If I send the API 5 GB of data, or a complex query that’s going to consume processing time, you want to be able to still field other requests while the job chunks away in the background.

Not sure which language/framework is not able to handle multiple requests in parallel without ending the first one, but I would never use it :slight_smile:

My advice would be to never host an API-based data storage solution then. shrug

So I interpret that you suggest a loop that checks for an example a time stamp is edited and saved on the record?

I suggest that if the server ISNT doing your requests synchronously, you’re missing a step in the process. Without the service’s documentation, I can’t give a direct answer.

If it IS doing the request synchronously, then there wouldnt be a need for a delay, you would just send the update, and as soon as it is done, send the select (presumably you’re doing this to verify the remote server has been updated successfully; you’ve already got the data to put into the row, because you’re the one sending it to the remote server).

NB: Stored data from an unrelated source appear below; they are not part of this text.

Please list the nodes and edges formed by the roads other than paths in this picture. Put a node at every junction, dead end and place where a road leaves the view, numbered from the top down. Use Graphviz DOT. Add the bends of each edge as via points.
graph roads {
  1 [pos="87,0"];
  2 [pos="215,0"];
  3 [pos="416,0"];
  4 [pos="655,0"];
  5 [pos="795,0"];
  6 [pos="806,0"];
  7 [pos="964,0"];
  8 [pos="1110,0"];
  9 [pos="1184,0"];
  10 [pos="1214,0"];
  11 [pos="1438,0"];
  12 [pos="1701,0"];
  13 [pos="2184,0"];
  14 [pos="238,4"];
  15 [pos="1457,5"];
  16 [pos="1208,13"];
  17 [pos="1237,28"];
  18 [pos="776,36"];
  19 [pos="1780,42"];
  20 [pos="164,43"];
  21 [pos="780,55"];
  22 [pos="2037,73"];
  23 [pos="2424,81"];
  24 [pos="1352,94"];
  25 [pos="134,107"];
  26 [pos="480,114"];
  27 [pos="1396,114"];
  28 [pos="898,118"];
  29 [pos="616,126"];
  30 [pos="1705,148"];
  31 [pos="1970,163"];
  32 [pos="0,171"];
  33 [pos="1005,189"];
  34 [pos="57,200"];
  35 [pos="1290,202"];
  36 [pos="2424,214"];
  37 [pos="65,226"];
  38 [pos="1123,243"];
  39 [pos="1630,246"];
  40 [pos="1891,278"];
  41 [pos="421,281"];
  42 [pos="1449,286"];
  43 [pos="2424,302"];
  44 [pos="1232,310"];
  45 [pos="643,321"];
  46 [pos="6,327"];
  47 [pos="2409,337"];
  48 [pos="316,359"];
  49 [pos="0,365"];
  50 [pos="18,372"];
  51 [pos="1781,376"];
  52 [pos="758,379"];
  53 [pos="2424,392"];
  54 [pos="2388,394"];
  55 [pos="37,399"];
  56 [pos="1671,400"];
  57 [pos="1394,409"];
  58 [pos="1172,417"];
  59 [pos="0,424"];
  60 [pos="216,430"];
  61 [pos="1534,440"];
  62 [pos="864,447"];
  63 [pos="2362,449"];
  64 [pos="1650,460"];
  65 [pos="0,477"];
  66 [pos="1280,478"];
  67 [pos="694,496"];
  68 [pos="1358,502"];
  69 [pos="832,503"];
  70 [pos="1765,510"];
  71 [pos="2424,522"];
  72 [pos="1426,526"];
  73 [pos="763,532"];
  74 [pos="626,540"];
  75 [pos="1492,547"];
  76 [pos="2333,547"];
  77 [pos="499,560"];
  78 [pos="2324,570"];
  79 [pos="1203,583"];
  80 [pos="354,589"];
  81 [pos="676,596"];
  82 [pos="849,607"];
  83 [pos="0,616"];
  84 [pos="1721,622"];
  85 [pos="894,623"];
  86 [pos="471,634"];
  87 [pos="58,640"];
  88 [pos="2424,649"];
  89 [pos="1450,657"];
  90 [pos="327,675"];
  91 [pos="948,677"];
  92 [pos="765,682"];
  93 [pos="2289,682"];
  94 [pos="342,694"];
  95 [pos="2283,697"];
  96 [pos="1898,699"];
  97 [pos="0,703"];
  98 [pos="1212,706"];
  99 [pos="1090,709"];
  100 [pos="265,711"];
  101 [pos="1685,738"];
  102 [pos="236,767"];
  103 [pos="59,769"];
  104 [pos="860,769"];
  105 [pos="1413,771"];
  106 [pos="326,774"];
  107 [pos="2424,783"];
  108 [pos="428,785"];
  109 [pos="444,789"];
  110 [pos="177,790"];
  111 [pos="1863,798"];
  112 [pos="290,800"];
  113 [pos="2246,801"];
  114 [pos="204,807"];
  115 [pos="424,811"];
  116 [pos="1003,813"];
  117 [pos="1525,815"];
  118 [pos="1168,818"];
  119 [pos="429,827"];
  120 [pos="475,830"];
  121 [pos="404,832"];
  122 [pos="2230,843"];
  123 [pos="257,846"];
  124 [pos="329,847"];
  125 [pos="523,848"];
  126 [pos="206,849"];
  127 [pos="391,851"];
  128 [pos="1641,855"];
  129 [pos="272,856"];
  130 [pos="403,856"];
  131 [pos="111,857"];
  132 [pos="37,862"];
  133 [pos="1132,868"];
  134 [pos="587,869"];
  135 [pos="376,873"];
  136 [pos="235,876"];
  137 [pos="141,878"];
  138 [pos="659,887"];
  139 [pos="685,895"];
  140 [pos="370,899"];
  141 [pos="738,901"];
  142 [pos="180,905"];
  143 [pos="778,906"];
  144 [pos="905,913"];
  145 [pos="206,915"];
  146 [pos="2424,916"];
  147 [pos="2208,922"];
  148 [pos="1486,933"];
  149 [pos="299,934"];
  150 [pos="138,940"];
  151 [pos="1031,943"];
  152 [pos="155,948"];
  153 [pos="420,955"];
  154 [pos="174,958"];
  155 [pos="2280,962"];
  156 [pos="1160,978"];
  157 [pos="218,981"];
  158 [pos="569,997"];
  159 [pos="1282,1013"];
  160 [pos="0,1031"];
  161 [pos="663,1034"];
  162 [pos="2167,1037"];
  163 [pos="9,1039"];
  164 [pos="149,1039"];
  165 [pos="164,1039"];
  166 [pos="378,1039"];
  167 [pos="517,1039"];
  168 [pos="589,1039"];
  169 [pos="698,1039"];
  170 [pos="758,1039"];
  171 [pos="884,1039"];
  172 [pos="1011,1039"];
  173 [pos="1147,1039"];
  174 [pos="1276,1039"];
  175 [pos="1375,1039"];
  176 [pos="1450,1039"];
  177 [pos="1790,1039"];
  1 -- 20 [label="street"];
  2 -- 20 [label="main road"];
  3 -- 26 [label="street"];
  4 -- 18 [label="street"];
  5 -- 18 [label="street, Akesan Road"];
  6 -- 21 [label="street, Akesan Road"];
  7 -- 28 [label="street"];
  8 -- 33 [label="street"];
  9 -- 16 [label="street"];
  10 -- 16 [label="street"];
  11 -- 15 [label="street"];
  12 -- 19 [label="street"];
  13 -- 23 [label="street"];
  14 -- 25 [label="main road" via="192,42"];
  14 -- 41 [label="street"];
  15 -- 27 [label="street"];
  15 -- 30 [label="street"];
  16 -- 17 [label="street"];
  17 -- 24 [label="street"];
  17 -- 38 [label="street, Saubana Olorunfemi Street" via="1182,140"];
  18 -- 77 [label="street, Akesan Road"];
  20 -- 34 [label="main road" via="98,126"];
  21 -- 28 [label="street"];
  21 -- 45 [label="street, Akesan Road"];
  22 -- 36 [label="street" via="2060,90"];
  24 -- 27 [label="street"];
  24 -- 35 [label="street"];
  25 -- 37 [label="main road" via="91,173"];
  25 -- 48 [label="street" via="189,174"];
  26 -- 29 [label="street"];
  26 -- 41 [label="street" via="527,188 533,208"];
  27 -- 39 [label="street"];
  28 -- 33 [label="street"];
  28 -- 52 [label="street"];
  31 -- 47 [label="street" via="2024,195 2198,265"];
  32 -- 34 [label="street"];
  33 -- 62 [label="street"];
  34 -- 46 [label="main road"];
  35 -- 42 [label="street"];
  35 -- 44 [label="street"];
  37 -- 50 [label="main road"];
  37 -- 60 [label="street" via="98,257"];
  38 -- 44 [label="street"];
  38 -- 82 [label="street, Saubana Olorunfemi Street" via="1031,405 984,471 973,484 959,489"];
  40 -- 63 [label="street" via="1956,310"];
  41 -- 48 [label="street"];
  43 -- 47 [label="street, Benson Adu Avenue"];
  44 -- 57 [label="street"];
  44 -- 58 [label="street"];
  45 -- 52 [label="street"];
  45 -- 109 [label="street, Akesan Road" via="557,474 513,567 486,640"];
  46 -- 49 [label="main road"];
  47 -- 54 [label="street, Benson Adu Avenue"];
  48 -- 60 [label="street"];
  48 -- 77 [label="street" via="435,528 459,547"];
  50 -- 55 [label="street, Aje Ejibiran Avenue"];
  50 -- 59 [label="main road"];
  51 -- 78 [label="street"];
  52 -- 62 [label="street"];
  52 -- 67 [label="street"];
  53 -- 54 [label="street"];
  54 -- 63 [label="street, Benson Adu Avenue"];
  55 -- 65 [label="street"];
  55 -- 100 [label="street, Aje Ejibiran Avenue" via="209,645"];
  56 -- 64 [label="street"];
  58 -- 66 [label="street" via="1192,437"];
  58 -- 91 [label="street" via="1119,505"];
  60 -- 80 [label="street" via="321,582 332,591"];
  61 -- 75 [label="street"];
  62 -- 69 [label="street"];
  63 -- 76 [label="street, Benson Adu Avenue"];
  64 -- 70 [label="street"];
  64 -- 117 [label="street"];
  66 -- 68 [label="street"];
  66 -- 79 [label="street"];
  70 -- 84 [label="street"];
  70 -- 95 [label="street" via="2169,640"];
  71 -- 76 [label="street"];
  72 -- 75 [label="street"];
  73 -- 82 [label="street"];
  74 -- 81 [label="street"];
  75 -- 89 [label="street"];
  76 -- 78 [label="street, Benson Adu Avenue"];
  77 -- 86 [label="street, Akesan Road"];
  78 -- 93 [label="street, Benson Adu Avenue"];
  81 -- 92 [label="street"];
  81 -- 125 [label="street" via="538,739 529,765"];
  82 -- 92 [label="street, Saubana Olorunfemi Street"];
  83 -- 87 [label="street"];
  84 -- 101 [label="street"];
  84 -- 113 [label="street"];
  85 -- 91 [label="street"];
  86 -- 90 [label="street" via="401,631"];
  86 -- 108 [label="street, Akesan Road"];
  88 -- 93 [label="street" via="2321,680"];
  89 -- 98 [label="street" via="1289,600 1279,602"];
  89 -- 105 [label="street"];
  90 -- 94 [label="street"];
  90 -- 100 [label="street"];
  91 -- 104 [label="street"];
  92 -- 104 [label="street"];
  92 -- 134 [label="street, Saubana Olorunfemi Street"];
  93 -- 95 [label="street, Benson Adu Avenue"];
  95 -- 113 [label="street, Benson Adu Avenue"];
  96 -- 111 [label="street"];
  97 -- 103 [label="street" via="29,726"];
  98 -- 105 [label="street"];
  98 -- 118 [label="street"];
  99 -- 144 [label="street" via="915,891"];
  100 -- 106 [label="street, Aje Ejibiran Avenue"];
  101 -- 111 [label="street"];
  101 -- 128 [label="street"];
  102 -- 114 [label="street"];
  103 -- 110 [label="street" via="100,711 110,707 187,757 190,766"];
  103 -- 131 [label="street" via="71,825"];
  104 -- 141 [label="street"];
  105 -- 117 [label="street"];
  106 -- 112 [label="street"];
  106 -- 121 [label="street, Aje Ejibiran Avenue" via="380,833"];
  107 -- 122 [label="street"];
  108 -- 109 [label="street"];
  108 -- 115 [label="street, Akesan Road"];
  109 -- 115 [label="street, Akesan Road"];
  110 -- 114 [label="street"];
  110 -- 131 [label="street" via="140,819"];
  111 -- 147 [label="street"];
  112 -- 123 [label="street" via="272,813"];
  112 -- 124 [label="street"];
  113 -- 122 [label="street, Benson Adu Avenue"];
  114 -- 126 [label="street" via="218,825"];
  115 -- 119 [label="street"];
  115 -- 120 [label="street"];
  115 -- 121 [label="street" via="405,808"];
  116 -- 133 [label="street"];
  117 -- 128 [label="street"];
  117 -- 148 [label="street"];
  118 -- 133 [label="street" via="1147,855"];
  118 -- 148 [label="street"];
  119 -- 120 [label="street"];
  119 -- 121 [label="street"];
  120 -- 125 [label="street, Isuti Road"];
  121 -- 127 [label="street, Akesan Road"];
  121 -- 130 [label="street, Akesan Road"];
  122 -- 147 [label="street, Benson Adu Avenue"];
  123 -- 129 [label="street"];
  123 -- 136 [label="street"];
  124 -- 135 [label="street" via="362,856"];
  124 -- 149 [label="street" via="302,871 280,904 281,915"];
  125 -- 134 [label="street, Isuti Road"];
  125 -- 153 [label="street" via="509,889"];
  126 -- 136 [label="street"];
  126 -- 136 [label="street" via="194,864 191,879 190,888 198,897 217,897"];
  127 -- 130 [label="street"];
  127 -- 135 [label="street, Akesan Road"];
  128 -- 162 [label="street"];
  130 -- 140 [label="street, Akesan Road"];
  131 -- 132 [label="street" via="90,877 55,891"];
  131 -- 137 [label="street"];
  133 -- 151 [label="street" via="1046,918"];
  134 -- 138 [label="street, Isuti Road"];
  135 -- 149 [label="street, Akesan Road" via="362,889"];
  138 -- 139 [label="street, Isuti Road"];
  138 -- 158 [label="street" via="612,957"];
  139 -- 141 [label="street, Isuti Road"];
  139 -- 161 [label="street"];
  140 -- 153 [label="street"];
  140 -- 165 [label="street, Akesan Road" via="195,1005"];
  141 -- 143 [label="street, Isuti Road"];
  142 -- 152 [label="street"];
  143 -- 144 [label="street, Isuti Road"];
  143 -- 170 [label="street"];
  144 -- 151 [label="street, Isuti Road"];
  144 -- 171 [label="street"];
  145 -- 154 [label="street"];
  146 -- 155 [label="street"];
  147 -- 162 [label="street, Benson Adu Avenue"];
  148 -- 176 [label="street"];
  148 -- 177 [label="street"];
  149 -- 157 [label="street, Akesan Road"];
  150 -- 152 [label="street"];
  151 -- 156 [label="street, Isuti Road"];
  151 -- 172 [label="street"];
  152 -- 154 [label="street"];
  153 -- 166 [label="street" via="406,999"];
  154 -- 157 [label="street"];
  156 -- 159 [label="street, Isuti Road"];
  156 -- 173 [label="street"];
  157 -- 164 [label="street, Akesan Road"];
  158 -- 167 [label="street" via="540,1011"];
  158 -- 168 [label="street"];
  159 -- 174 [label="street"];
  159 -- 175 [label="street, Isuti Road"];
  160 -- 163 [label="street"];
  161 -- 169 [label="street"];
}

Maybe you can start by telling us which backend and framework you are using to store the data?

I use Go + Vanilla JS, CSS and HTML (no framework)

The API is 100 percent Go (no framework)

And the database is Postgresql using the built in JSON functions. (A touch of NoSQL)

I have no knowledge of GO so I can’t help much here…

Can you show me how you call the REST api to store the edited data in your JS code?